Hacker Newsnew | past | comments | ask | show | jobs | submitlogin

on the balance of probabilities, it is probably true. I would expect NSA to make use of any vulnerabilities they find, because their job is to hack others, not to keep us safe. Unfortunately.


NSA is resposible for so-called SIGINT and SIGSEC, acronyms for signals intelligence, to which you refer, and signals security, which IS to keep our communications safe.

It seems of course that SIGINT is what's "popular" in news.


I don't think it's only popular in news.

I work on a web platform team, and I've seen many vulnerability reports over the years (well over 100). I've never seen a report from the NSA or US government. Actually, the only government I've seen reports from are the UK, so credit to them for actually doing something to keep people secure. But most reports I see are from project zero or Chinese companies.

Either the US government doesn't care at all about browser security or they are keeping vulnerabilities for themselves.


No, the US government has taken the position that it’s always best to have a few tricks up your sleeve when the chips are down. It is most certainly intentional stock piling of zero days for strategic advantage.


French gov (CERT-FR and ANSII) made recommendations about heartbleed.


I would argue that such a clear conflict in these two priorities should necessitate having a bespoke separate governmental organization for SIGSEC, so that the NSA can freely focus on SIGINT.


What is the conflict in priorities that you mean?

I ask because I considered code breaking and code making complimentary, in the sense they debug one another somewhat.

My guess is that this chance to debug one another motivates their coresidence in a single agency.

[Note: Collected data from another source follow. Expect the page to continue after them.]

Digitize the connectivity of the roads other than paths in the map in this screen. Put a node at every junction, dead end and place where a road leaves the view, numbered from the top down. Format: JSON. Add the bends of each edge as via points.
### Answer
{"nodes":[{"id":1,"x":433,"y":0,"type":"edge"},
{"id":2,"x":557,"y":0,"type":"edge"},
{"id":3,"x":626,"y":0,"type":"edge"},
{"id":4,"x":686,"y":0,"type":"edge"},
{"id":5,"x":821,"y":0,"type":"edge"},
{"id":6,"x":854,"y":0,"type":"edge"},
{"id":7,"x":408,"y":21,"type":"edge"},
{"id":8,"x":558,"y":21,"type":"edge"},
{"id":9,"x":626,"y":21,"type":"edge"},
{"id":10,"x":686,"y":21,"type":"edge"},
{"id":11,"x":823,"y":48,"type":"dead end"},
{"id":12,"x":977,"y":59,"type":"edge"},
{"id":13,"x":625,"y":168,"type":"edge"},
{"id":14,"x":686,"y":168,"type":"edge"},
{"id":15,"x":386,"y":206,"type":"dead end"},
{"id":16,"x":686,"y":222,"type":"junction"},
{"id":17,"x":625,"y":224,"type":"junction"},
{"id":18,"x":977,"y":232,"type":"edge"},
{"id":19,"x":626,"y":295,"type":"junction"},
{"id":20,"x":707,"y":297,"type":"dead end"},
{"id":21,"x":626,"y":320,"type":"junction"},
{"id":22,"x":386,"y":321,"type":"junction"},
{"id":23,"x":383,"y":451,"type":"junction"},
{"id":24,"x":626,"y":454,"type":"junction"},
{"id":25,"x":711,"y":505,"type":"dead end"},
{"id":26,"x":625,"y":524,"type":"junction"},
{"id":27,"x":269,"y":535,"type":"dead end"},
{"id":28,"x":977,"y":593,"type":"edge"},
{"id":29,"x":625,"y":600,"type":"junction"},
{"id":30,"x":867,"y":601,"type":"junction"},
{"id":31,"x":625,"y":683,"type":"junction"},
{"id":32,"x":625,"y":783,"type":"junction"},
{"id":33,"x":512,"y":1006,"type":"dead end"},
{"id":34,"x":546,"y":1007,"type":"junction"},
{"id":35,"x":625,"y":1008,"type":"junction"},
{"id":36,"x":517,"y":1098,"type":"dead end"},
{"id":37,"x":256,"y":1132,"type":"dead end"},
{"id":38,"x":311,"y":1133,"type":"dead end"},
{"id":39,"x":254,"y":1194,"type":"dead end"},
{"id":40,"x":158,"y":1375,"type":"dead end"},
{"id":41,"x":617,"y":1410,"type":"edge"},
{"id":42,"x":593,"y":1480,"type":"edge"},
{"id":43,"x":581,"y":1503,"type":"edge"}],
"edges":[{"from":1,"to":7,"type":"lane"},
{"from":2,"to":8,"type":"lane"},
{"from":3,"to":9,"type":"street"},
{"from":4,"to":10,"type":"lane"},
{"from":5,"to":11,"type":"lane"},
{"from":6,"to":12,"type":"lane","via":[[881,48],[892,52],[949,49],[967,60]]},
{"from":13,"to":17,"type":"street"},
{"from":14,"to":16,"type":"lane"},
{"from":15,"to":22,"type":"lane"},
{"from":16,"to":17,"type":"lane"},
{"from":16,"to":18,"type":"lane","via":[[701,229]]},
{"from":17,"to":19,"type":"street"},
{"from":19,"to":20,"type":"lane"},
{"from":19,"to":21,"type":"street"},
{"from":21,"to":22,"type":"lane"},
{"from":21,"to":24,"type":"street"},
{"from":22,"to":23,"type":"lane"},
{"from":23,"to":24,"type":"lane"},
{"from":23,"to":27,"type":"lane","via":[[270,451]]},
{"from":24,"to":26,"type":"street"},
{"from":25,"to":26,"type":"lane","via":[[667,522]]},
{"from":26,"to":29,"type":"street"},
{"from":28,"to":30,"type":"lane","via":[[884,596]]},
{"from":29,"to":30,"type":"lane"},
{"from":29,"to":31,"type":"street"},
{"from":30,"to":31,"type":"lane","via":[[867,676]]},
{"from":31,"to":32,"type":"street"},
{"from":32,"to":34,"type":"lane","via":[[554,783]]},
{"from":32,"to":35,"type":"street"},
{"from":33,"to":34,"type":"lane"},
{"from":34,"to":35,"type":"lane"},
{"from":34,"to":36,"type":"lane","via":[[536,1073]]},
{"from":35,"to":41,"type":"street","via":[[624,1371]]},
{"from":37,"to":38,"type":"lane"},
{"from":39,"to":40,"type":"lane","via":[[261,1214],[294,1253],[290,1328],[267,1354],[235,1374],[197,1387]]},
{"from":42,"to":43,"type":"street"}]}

The SIGINT arm of the NSA has an incentive to take any exploitable vulnerabilities in existing software and keep them secret, so they can use them against their enemies, rather than disclosing them so they can be fixed.


Disclosing vulnerabilities.


They should definitely disclose vulnerabilities in American made software for SIGSEC. If it’s foreign then not disclosing it would be SIGINT


If the software is foreign made and used in US, americans are still vulnerable. And opensource isn't American/national


The problem with that is there's a lot of software that's American made that is also used by potential targets of SIGINT.


Well the real question isn't if NSA used it but if they knew about it long before everyone else and never reported it.


That's how CNO exploitation works. They generally can't report; their adversaries are recording their own networks, and will retrospectively detect intrusions.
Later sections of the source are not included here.